Compensation bukan fitur BPMN semata. Compensation adalah model kebenaran.

Tujuan part ini:

  1. membedakan rollback, cancellation, reversal, compensation, retry, dan fallout;
  2. membangun saga design untuk order fulfillment;
  3. menentukan kapan compensation harus dimodelkan di BPMN Camunda 7 dan kapan cukup di service domain;
  4. merancang data model untuk compensation yang audit-friendly;
  5. menjaga idempotency dan unknown outcome;
  6. membuat recovery playbook yang bisa dipakai saat production incident.

1. Mental Model: Transaction Ends, Obligation Continues

Dalam CPQ/OMS, transaksi database biasanya pendek.

Contoh:

POST /orders/{orderId}/submit
  -> validate order
  -> save order status = SUBMITTED
  -> insert outbox event OrderSubmitted
  -> commit

Setelah commit, order fulfillment dimulai.

OrderSubmitted
  -> reserve inventory
  -> activate service
  -> create billing account
  -> generate contract artifact
  -> notify customer

Setiap langkah bisa punya efek di sistem lain.
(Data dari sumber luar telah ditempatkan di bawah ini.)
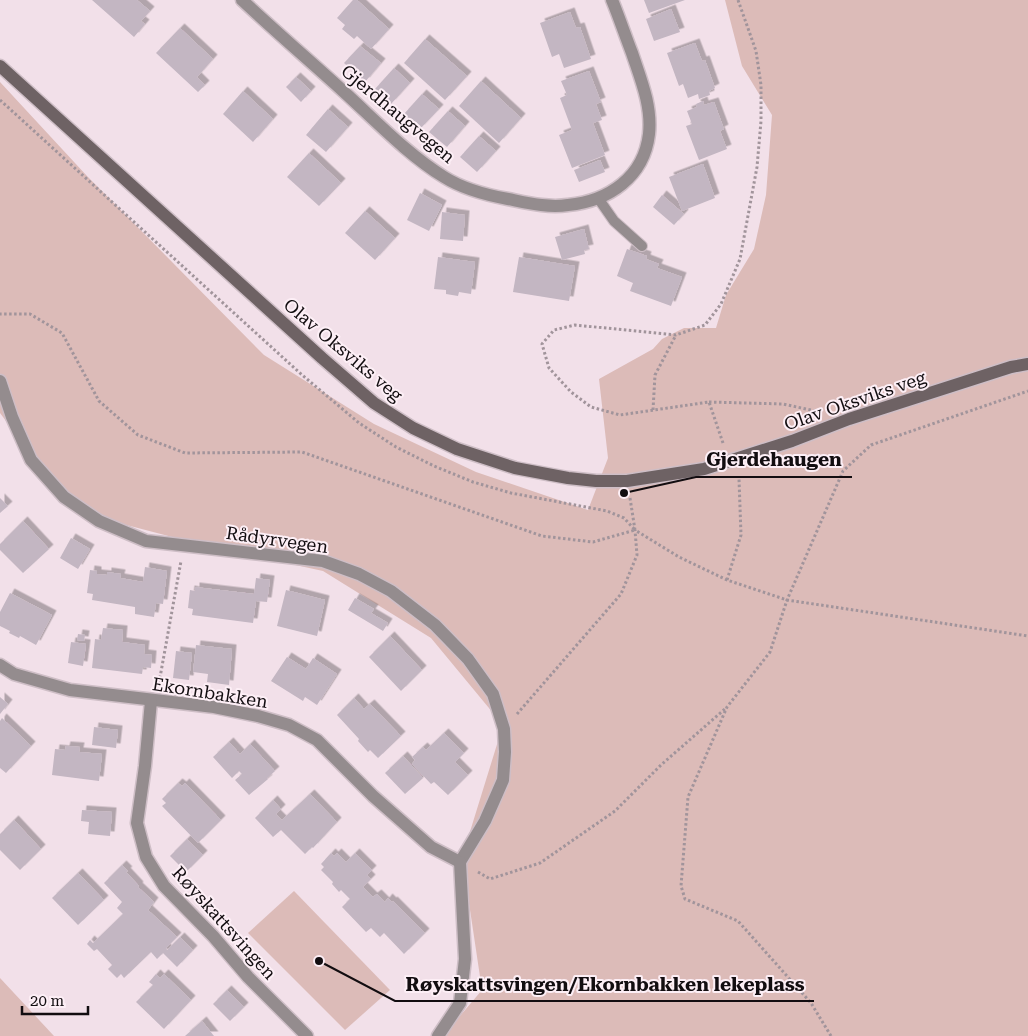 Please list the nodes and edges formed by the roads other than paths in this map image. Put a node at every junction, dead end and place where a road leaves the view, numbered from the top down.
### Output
1 (242, 0) edge
2 (612, 0) edge
3 (0, 66) edge
4 (598, 198) junction
5 (642, 246) dead end
6 (1028, 364) edge
7 (0, 380) edge
8 (0, 666) edge
9 (153, 701) junction
10 (460, 862) junction
11 (307, 1036) edge
12 (438, 1036) edge

1 - 4 street, Gjerdhaugvegen
2 - 4 street, Gjerdhaugvegen
3 - 6 street, Olav Oksviks veg
4 - 5 lane
7 - 10 street, Rådyrvegen
8 - 9 street, Ekornbakken
9 - 10 street, Ekornbakken
9 - 11 street, Røyskattsvingen
10 - 12 street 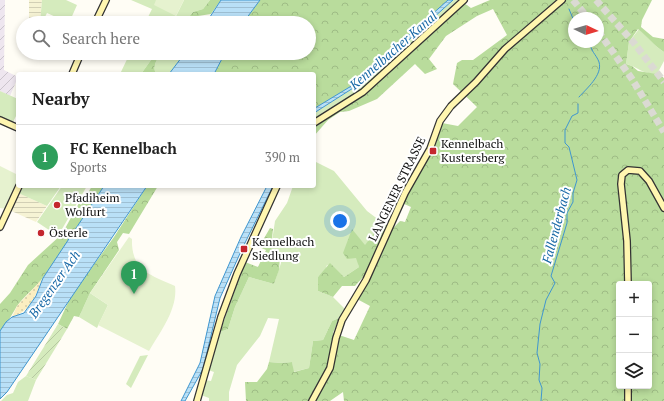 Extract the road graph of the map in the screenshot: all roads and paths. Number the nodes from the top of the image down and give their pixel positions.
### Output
1 (106, 0) edge
2 (464, 0) edge
3 (562, 0) edge
4 (98, 16) edge
5 (78, 60) edge
6 (73, 72) edge
7 (0, 120) edge
8 (316, 122) edge
9 (16, 127) edge
10 (18, 188) edge
11 (276, 188) edge
12 (664, 208) edge
13 (0, 227) edge
14 (628, 281) edge
15 (628, 389) edge
16 (197, 401) edge
17 (312, 401) edge
18 (628, 401) edge

1 - 4 main road
2 - 8 main road
3 - 17 main road, LANGENER STRASSE
5 - 6 main road
7 - 9 main road
10 - 13 main road
11 - 16 main road
12 - 14 main road
15 - 18 main road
Efek itu tidak otomatis hilang saat process gagal.

Maka jangan berpikir:

“Kalau process gagal, rollback saja.”

Berpikirlah:

“Setiap langkah yang menciptakan efek eksternal harus punya model akibat, status, dan jika perlu aksi pembalik.”

Ini inti saga.


2. Vocabulary yang Harus Dipisahkan

Banyak sistem buruk karena memakai satu kata: “rollback”. Di enterprise OMS, kata itu terlalu kasar.

IstilahMaknaContoh
Database rollbackMembatalkan perubahan sebelum commit transaksi lokalInsert order gagal validasi, transaction rollback
RetryMengulang aksi yang sama karena kegagalan teknis sementaraTimeout call inventory, retry dengan backoff
CancellationCustomer/bisnis membatalkan intention yang belum selesaiCancel order sebelum provisioning
ReversalMembuat aksi bisnis lawan untuk efek yang sudah berhasilRelease reservation, void invoice
CompensationProses terkontrol untuk menetralkan efek dari langkah yang sudah committedJika billing account sudah dibuat, close/suspend account
FalloutWork item manual karena sistem tidak bisa menentukan atau menyelesaikan outcome otomatisPartner API timeout dan tidak ada reconciliation endpoint
ReconciliationMembandingkan state internal dengan state eksternal untuk menentukan outcome sebenarnyaQuery fulfillment system untuk status order
AbandonmentMenghentikan proses internal tanpa membalik efek eksternalDangerous; hanya valid jika efek eksternal memang tidak ada

Rule pertama:

Jangan gunakan satu status ROLLBACK_FAILED. Gunakan bahasa domain yang menjelaskan efek bisnis yang sedang diperbaiki.


3. Saga dalam CPQ/OMS

Saga adalah sequence transaksi lokal yang berkoordinasi untuk mencapai outcome bisnis besar. Setiap langkah melakukan commit lokal. Jika langkah setelahnya gagal, sistem menjalankan compensation untuk langkah yang sudah berhasil.

Dalam order fulfillment:

Namun ini hanya gambar sederhana. Realitas enterprise lebih rumit:

  1. tidak semua langkah bisa dibalik sempurna;
  2. compensation bisa gagal;
  3. compensation bisa butuh approval manual;
  4. external API bisa timeout setelah sebenarnya berhasil;
  5. beberapa efek tidak boleh dibatalkan karena alasan hukum/komersial;
  6. order amendment bisa lebih tepat daripada cancellation;
  7. customer communication harus dikontrol agar tidak mengirim informasi salah.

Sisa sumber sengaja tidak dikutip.